# PROBLEM TO WORK ON
Scan the records below for the line containing "ring pip: (385, 335)" and the line containing "middle dip: (336, 328)". Copy both, plus every line between, exactly.

# DATA FOR REVIEW
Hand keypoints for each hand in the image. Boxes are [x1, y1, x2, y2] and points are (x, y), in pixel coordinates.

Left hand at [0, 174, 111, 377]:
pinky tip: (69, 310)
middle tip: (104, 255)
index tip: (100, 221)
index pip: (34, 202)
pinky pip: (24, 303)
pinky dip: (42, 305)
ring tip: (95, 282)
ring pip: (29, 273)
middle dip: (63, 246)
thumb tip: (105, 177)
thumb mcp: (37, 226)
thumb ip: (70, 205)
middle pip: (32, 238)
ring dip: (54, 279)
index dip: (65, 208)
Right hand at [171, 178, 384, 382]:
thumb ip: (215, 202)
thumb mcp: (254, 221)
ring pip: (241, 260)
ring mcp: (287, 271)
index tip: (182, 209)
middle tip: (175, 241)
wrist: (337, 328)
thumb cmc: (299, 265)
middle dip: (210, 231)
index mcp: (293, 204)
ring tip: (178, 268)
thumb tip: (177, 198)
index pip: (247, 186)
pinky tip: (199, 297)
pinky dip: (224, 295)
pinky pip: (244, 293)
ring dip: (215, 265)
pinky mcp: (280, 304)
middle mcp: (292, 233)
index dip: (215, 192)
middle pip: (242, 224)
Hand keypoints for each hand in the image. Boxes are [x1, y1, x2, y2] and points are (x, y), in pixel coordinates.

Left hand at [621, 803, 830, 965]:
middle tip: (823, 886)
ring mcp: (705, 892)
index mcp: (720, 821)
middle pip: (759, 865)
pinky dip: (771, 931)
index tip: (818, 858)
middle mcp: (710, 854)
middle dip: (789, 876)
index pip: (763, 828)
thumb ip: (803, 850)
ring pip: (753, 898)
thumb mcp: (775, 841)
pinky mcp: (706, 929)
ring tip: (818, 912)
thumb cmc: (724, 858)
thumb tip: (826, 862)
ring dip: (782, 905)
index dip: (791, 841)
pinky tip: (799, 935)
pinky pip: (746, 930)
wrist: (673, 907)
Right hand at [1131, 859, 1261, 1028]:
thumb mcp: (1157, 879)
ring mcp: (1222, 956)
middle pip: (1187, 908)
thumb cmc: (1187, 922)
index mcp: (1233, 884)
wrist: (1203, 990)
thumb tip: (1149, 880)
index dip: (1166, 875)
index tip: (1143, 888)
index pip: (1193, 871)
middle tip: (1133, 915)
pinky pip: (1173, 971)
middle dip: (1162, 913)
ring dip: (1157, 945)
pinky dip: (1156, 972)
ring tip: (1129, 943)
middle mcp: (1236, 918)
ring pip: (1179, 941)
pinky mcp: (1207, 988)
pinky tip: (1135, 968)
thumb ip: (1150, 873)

---

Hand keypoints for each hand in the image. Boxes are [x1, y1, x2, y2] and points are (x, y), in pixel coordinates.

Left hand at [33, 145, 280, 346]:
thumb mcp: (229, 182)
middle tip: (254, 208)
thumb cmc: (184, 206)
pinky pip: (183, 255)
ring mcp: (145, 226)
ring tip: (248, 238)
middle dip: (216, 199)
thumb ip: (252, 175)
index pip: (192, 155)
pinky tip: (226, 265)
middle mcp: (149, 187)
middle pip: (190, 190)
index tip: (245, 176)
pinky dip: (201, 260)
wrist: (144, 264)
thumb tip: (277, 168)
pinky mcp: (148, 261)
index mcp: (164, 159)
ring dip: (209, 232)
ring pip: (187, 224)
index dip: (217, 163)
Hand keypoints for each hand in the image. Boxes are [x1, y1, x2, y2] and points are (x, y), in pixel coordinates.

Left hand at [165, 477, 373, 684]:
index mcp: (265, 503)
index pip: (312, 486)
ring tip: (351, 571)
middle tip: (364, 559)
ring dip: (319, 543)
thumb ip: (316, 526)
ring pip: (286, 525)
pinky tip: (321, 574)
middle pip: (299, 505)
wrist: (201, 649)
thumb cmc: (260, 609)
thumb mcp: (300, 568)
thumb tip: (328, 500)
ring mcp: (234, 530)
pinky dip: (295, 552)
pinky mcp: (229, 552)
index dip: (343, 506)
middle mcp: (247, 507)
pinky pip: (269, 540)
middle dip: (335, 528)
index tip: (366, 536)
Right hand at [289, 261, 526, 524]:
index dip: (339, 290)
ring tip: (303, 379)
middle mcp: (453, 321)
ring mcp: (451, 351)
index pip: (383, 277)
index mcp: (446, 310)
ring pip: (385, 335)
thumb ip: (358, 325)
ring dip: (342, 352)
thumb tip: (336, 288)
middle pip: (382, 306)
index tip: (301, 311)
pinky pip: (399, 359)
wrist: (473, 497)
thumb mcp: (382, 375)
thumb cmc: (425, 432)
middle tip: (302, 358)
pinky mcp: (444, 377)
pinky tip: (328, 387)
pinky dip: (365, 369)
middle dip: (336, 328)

--

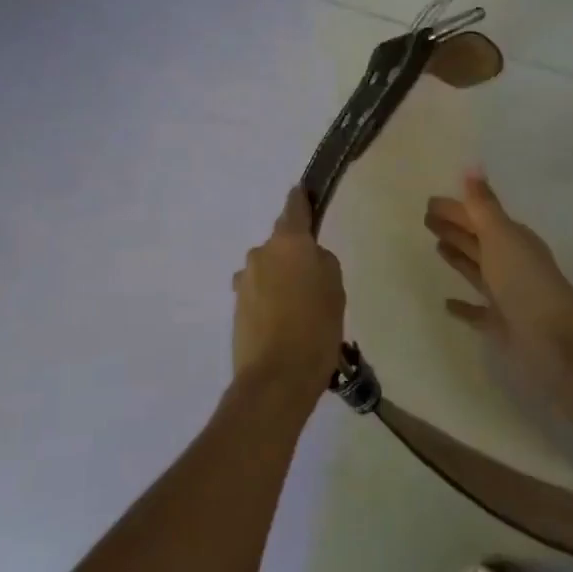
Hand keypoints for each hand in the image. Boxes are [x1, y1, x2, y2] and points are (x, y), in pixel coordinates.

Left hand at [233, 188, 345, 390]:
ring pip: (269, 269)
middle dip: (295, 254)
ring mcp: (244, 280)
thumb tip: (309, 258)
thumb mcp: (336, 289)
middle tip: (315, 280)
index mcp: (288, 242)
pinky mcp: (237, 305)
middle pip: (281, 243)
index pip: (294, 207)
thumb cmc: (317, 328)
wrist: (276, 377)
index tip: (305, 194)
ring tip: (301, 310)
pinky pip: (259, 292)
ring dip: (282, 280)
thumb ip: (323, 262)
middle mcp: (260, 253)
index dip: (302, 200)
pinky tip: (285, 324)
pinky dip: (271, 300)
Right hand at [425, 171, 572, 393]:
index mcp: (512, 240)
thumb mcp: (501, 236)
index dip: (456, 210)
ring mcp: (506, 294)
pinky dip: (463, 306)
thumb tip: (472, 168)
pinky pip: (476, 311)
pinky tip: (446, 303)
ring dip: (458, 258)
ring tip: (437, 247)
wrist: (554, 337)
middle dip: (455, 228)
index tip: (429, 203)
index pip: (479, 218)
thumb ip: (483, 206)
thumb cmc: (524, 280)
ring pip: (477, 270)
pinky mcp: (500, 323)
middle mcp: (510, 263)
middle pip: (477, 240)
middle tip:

# RESPONSE AREA
ring pip: (385, 335)
thumb ip: (358, 325)
ring dip: (342, 352)
thumb tip: (336, 288)
middle pip: (382, 306)
index tip: (301, 311)
pinky pip: (399, 359)
wrist: (473, 497)
thumb mcp: (382, 375)
thumb cmc: (425, 432)
middle tip: (302, 358)
pinky mcp: (444, 377)
pinky tip: (328, 387)
pinky dip: (365, 369)
middle dip: (336, 328)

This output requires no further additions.